SUMMARY
The integral of the function \(\int \sec^{2}(3x)e^{\tan(3x)}dx\) can be solved using the substitution method. By letting \(u = \tan(3x)\), the integral simplifies to \(\int e^{u} \cdot \sec^{2}(3x)dx\). The differential \(dx\) is expressed as \(dx = \frac{du}{\sec^{2}(3x)} \cdot \frac{1}{3}\), leading to the final solution of \(\frac{1}{3}e^{\tan(3x)} + C\), confirming the correctness of the approach.
PREREQUISITES
- Understanding of integration techniques, specifically integration by substitution.

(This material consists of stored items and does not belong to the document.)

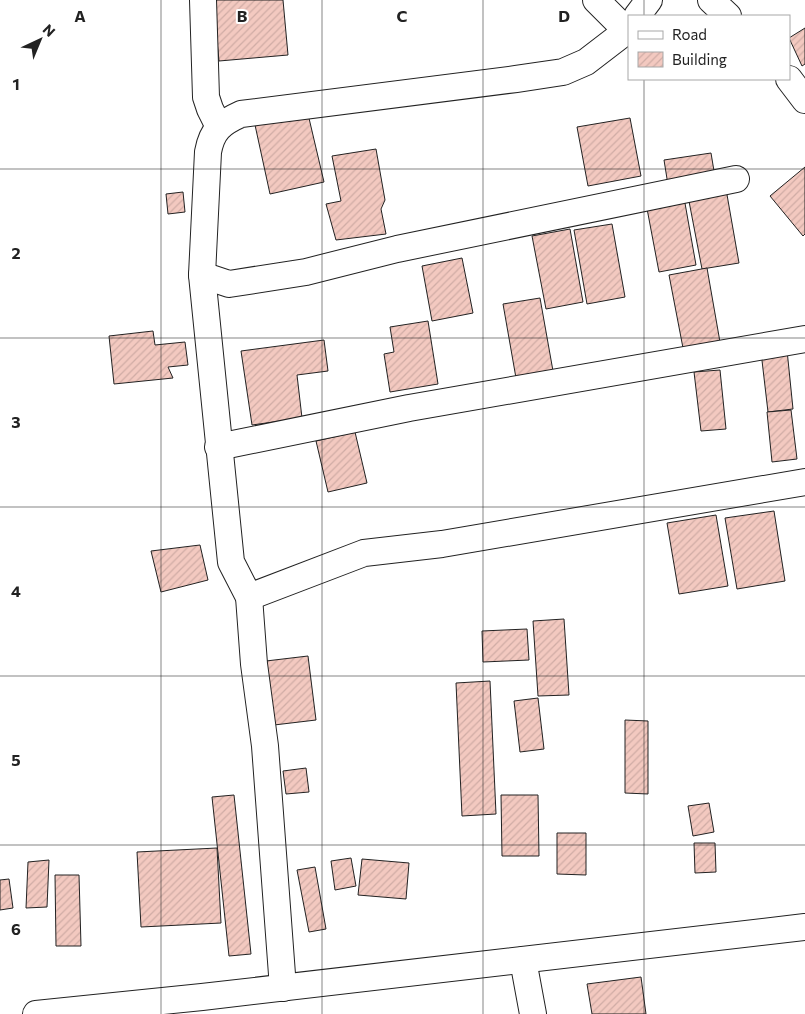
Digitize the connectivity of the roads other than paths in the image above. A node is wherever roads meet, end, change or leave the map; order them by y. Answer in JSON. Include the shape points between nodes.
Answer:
{"nodes":[{"id":1,"x":204,"y":0,"type":"edge"},
{"id":2,"x":596,"y":0,"type":"edge"},
{"id":3,"x":649,"y":0,"type":"edge"},
{"id":4,"x":711,"y":0,"type":"edge"},
{"id":5,"x":638,"y":15,"type":"edge"},
{"id":6,"x":727,"y":15,"type":"edge"},
{"id":7,"x":628,"y":23,"type":"edge"},
{"id":8,"x":628,"y":27,"type":"edge"},
{"id":9,"x":790,"y":80,"type":"edge"},
{"id":10,"x":805,"y":100,"type":"edge"},
{"id":11,"x":219,"y":127,"type":"junction"},
{"id":12,"x":736,"y":178,"type":"dead end"},
{"id":13,"x":202,"y":275,"type":"junction"},
{"id":14,"x":805,"y":339,"type":"edge"},
{"id":15,"x":218,"y":447,"type":"junction"},
{"id":16,"x":805,"y":482,"type":"edge"},
{"id":17,"x":249,"y":597,"type":"junction"},
{"id":18,"x":805,"y":927,"type":"edge"},
{"id":19,"x":523,"y":960,"type":"junction"},
{"id":20,"x":283,"y":988,"type":"junction"},
{"id":21,"x":137,"y":1009,"type":"edge"},
{"id":22,"x":36,"y":1014,"type":"edge"},
{"id":23,"x":533,"y":1014,"type":"edge"}],
"edges":[{"from":1,"to":11,"type":"street","via":[[206,97]]},
{"from":2,"to":7,"type":"street"},
{"from":3,"to":5,"type":"street"},
{"from":4,"to":6,"type":"street"},
{"from":8,"to":11,"type":"street","via":[[586,62],[562,72],[241,114]]},
{"from":9,"to":10,"type":"street"},
{"from":11,"to":13,"type":"street","via":[[208,152]]},
{"from":12,"to":13,"type":"street","via":[[306,272],[229,284]]},
{"from":13,"to":15,"type":"street"},
{"from":14,"to":15,"type":"street","via":[[409,408]]},
{"from":15,"to":17,"type":"street","via":[[230,562]]},
{"from":16,"to":17,"type":"street","via":[[442,544],[364,552]]},
{"from":17,"to":20,"type":"street","via":[[265,746]]},
{"from":18,"to":19,"type":"street"},
{"from":19,"to":20,"type":"street"},
{"from":19,"to":23,"type":"street"},
{"from":20,"to":21,"type":"street"},
{"from":21,"to":22,"type":"street"}]}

- Familiarity with trigonometric identities, particularly \(\sec^{2}(x) = 1 + \tan^{2}(x)\).
- Knowledge of exponential functions and their derivatives.
- Ability to manipulate differentials in calculus.
NEXT STEPS
- Practice more problems involving integration by substitution with trigonometric functions.
- Explore the relationship between derivatives and integrals in the context of exponential functions.
- Study the application of trigonometric identities in calculus.
- Learn about advanced integration techniques such as integration by parts and partial fractions.
USEFUL FOR
Students studying calculus, particularly those focusing on integration techniques, as well as educators looking for examples of substitution in integrals.